• EXERCISE
For each line of the data below that holds "this", copy the line.
★ ★ ★
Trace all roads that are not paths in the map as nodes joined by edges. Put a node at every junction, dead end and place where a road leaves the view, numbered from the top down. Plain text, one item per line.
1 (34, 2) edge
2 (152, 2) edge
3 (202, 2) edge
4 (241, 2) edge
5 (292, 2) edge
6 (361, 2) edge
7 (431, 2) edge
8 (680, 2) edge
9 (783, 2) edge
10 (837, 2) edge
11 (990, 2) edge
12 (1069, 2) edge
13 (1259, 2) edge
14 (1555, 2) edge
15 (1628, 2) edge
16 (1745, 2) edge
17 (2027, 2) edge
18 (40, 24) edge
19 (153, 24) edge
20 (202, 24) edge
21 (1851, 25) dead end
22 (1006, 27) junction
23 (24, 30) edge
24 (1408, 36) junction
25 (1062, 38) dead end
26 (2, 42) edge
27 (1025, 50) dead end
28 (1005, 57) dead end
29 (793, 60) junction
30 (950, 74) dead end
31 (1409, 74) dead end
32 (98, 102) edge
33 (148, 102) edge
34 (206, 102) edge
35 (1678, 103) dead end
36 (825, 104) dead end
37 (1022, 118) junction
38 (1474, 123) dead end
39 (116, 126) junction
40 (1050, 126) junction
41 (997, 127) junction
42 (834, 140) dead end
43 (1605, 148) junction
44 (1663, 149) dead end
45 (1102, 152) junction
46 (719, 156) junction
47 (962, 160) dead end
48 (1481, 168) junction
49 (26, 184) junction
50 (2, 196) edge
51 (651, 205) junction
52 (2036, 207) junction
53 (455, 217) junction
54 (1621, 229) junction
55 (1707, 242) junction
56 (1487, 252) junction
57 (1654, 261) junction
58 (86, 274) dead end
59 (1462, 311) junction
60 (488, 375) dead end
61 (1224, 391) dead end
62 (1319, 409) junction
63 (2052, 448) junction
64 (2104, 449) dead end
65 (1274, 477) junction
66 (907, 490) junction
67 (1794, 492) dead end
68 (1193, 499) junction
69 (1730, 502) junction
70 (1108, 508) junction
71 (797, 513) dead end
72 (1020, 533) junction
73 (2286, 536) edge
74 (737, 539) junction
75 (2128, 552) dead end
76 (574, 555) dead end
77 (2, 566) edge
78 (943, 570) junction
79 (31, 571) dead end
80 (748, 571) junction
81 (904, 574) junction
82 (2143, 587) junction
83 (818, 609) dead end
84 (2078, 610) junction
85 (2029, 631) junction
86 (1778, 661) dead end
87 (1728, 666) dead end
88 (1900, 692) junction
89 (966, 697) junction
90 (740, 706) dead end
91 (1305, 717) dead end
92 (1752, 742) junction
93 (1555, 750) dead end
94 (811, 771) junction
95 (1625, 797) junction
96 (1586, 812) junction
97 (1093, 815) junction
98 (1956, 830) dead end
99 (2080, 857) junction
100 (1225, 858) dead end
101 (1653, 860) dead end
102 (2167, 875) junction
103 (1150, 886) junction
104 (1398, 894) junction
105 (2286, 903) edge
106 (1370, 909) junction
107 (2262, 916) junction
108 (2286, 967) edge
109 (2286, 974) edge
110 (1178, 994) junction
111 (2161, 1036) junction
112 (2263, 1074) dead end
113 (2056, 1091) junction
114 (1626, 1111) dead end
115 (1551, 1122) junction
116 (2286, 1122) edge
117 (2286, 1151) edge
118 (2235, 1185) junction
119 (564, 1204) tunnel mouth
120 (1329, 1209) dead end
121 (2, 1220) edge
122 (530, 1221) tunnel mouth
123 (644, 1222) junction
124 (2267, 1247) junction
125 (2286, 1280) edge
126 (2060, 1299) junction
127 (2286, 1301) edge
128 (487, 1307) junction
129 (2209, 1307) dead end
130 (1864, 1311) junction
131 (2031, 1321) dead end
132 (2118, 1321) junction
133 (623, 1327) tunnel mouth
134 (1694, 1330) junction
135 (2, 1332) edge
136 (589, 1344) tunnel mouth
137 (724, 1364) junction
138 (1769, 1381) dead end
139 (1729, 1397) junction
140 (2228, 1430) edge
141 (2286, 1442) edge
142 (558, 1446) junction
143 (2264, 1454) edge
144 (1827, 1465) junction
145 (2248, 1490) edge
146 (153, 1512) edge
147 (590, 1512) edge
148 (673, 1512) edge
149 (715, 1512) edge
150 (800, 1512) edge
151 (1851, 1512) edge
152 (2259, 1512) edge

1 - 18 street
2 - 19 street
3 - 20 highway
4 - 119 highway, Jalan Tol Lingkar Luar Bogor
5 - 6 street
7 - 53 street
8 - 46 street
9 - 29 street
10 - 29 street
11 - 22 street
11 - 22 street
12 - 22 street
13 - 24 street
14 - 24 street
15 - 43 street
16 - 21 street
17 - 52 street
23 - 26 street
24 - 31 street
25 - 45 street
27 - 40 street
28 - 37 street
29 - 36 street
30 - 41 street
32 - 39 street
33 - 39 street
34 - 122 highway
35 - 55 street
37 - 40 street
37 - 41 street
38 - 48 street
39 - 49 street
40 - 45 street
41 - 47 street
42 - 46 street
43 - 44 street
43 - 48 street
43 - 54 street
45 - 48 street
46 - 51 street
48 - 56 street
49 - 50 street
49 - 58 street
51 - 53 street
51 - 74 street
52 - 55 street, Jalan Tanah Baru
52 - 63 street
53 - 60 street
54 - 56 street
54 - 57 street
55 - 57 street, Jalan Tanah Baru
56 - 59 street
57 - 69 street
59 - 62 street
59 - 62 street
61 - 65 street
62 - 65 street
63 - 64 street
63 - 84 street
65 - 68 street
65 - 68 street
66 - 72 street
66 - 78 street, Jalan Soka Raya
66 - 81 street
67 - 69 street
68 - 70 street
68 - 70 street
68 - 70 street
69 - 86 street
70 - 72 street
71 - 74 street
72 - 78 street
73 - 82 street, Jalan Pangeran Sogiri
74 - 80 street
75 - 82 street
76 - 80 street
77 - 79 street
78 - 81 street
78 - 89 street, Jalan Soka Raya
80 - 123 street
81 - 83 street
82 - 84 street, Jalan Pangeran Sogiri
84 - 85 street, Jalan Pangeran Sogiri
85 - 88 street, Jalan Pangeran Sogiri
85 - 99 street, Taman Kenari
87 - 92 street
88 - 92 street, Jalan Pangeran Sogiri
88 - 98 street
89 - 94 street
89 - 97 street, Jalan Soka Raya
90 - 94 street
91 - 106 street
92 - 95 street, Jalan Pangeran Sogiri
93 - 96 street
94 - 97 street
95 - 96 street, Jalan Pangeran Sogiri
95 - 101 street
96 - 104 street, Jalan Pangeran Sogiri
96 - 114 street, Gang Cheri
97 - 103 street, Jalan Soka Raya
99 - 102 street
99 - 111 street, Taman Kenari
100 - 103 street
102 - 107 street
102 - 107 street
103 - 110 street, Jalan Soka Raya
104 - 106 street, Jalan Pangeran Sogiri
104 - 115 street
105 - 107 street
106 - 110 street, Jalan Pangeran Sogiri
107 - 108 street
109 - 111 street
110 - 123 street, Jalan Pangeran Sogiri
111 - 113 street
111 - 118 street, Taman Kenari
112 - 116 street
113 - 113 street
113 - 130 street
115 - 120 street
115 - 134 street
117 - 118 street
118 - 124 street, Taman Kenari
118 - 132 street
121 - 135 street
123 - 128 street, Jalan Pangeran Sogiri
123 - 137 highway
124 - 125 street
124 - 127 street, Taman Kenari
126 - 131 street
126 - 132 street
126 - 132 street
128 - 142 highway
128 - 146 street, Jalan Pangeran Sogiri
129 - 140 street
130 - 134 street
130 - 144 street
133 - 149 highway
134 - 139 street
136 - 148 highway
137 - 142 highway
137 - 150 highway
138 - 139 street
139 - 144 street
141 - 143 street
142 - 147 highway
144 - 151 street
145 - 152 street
★ ★ ★
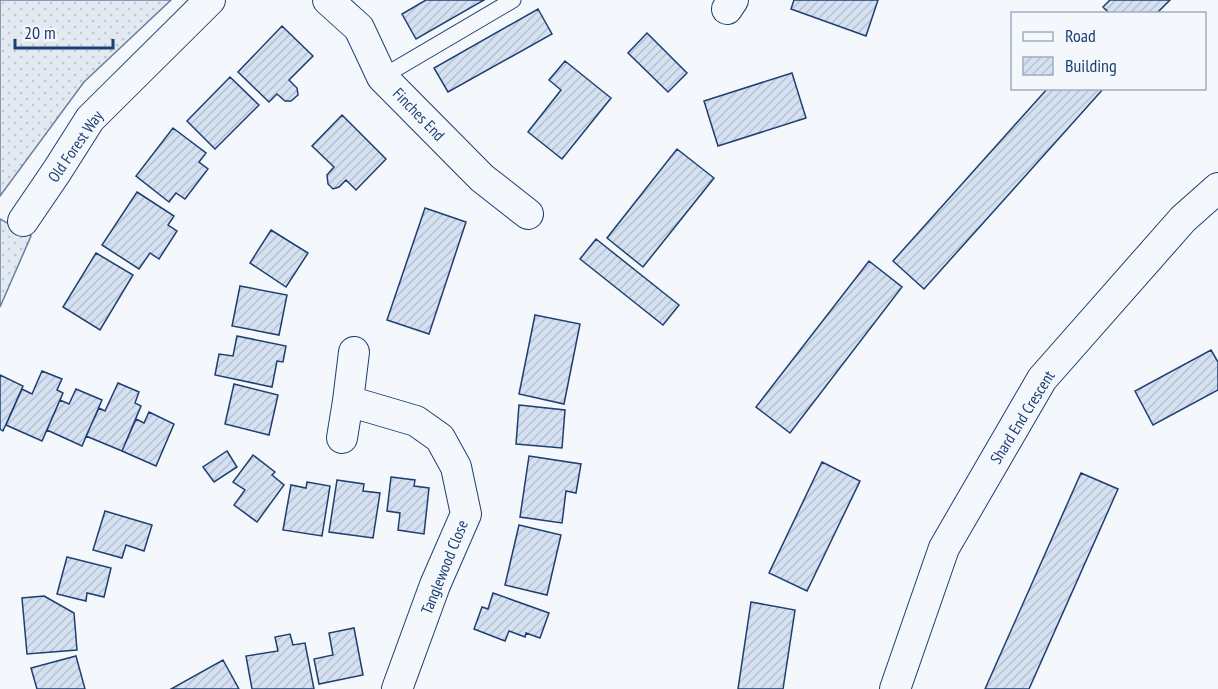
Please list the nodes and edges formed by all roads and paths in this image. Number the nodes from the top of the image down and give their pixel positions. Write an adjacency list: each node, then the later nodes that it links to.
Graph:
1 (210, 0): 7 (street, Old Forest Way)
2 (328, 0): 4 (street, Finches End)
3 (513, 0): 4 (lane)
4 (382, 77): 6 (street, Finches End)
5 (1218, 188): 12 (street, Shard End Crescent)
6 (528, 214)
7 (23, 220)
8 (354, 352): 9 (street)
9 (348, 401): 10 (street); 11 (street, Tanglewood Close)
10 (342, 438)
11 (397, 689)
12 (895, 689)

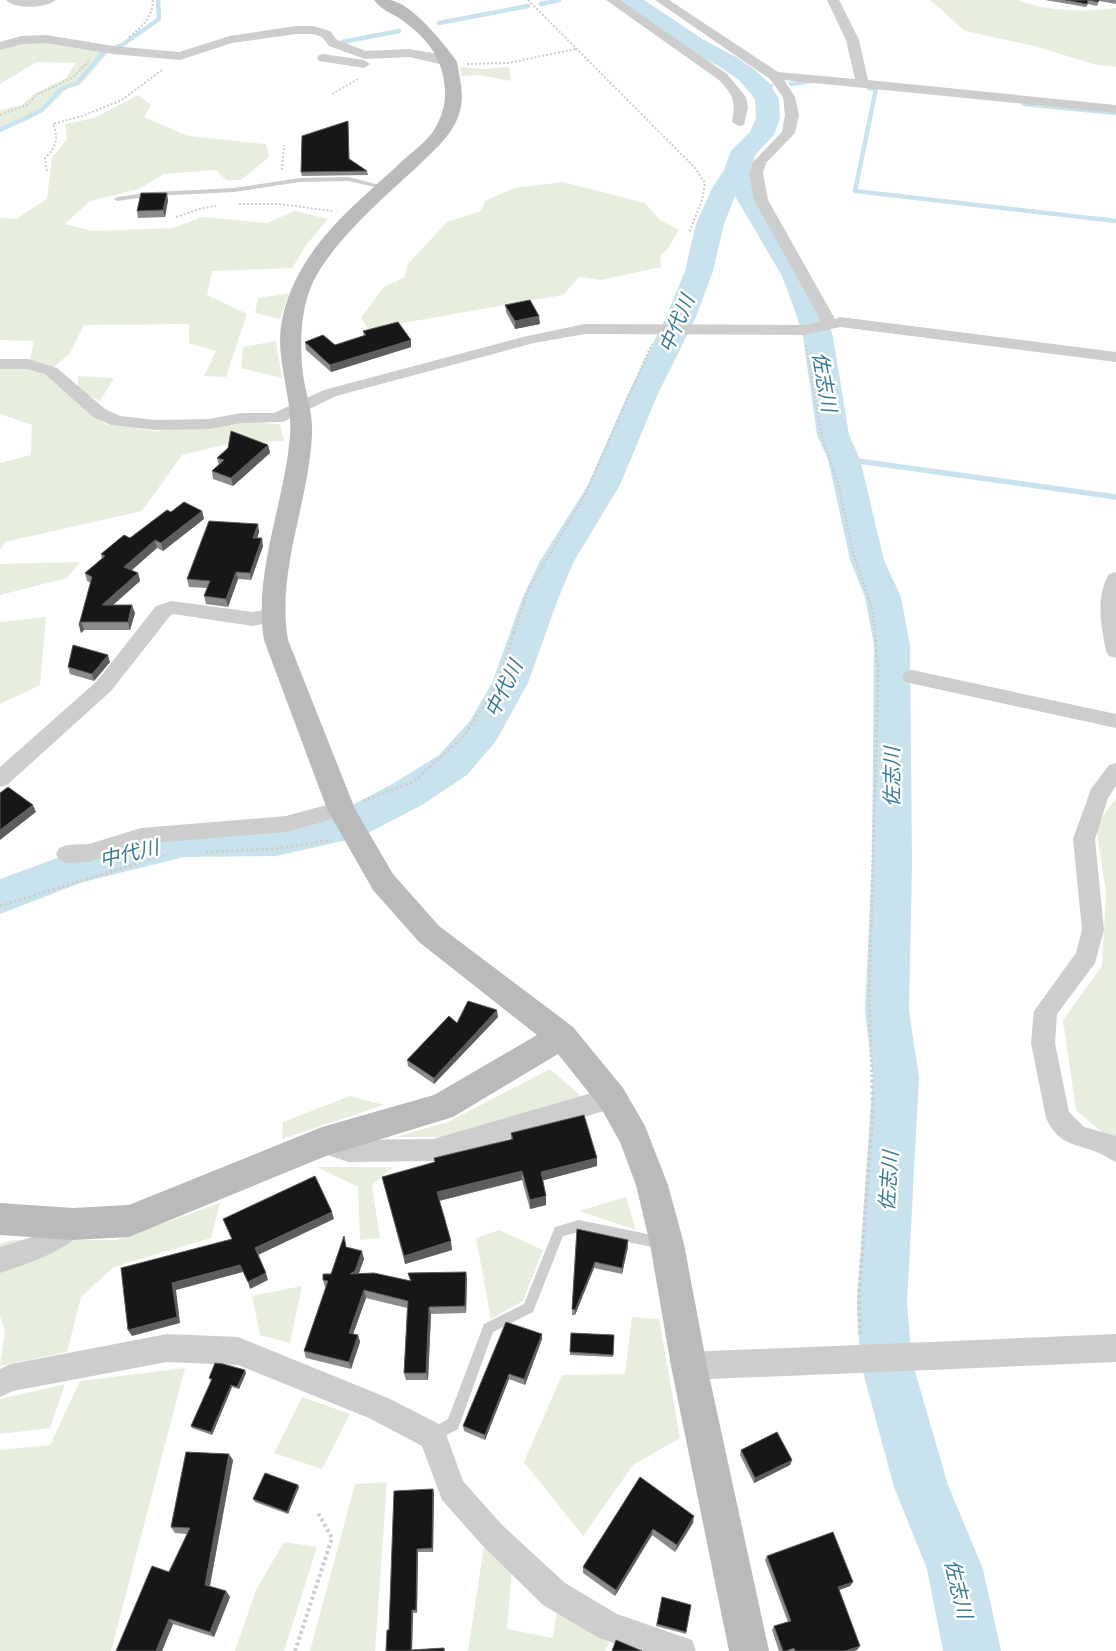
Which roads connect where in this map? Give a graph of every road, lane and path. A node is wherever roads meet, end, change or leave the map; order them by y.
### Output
★ ★ ★
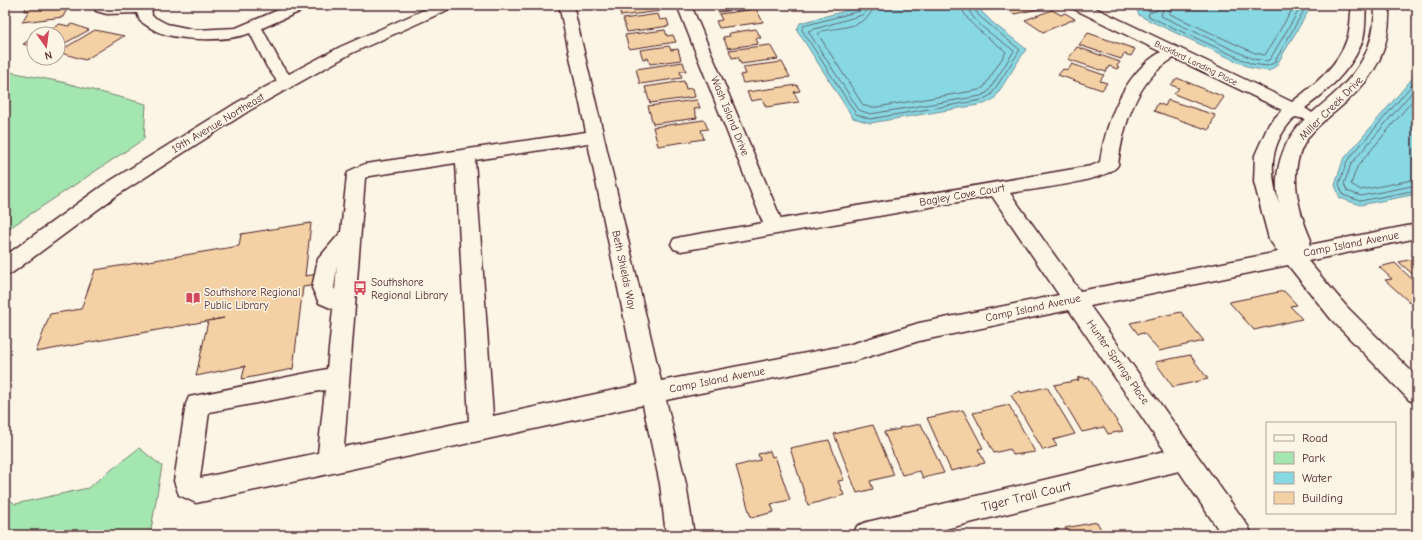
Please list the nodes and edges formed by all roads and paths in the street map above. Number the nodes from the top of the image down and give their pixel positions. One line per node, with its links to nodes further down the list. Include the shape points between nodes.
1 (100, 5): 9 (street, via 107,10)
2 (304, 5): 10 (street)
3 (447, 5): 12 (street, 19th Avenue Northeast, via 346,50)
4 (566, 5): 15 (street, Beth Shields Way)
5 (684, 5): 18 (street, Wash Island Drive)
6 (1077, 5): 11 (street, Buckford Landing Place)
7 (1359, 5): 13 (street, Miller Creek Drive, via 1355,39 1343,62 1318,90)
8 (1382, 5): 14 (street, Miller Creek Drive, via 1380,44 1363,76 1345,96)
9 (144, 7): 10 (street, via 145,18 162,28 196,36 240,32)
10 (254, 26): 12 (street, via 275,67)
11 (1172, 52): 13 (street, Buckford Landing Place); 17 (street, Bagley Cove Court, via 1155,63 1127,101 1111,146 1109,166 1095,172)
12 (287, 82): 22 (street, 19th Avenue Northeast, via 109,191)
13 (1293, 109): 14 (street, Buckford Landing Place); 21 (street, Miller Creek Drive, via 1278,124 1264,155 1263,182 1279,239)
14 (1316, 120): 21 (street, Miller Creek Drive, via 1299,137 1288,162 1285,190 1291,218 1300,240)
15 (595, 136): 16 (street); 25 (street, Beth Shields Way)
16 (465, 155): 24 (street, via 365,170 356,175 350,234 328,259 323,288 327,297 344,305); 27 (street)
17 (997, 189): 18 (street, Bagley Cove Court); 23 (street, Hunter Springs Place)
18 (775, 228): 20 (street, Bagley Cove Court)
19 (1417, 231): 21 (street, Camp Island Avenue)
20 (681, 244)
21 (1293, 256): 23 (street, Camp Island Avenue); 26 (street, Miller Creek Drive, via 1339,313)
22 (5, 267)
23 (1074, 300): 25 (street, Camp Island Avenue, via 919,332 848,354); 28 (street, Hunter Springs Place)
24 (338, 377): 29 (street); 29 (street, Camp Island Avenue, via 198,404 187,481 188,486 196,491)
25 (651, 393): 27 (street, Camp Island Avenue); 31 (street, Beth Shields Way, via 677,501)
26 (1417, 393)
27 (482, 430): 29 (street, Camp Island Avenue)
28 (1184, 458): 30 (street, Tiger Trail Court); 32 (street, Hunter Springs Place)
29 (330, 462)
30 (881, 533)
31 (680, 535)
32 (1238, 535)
★ ★ ★
• ANSWER SPACE
Please list the nodes and edges formed by all roads and paths in this image. Number the nodes from the top of the image down and give their pixel positions. Write an adjacency list: each node, then the later nodes that it links to.
Which roads connect where in this map? Give a graph of every road, lane and path. A node is wherever roads meet, end, change or leave the map; order them by y.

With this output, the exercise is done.